STORED DATA Start Marker

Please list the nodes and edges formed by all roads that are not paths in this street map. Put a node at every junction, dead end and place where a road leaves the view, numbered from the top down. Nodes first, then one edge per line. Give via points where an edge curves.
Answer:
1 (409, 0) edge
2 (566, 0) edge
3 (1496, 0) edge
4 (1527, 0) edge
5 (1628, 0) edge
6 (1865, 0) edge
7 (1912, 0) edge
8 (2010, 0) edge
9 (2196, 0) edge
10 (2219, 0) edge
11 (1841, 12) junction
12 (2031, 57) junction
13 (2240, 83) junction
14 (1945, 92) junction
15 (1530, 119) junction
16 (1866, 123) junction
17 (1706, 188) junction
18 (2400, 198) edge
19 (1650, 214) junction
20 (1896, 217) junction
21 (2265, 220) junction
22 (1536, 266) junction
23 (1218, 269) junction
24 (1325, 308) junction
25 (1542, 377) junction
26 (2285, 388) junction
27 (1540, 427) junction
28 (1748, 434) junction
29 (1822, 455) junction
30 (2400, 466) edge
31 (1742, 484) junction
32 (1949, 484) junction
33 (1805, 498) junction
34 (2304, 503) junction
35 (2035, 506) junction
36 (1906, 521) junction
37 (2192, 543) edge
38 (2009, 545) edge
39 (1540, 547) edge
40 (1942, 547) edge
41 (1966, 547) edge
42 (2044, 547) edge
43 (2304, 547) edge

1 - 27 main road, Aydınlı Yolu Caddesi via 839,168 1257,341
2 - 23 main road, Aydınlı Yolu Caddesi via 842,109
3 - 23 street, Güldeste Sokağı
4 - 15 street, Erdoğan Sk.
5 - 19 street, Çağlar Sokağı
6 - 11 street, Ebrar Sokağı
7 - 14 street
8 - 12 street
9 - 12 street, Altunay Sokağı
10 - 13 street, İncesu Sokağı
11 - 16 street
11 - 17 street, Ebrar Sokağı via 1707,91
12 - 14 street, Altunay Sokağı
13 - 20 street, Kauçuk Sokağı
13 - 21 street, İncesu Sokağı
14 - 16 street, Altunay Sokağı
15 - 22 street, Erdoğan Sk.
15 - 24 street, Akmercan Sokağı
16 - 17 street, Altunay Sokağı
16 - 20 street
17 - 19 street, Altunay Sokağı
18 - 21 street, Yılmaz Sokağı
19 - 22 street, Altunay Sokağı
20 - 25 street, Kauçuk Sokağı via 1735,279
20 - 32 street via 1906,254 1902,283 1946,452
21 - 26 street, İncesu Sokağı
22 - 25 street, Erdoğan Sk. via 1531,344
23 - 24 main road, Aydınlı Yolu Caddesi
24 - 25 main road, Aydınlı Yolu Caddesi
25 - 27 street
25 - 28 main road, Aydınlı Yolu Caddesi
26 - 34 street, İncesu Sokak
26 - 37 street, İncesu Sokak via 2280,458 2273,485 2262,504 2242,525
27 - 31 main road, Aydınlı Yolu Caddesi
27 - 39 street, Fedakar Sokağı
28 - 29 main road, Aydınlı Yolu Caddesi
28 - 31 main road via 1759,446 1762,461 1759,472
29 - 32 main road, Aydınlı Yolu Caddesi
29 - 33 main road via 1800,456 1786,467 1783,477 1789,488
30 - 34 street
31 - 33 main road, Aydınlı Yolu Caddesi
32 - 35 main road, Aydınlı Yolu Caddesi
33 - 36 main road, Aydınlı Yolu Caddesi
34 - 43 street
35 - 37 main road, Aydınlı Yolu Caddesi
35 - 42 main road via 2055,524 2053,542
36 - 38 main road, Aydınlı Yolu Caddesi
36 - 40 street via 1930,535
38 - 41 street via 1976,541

STORED DATA End Marker

• [WHAT YOU HAVE TO DO]: Every line above that includes the string "Kauçuk" needs to be copied.

• [TASK RESULT]:
13 - 20 street, Kauçuk Sokağı
20 - 25 street, Kauçuk Sokağı via 1735,279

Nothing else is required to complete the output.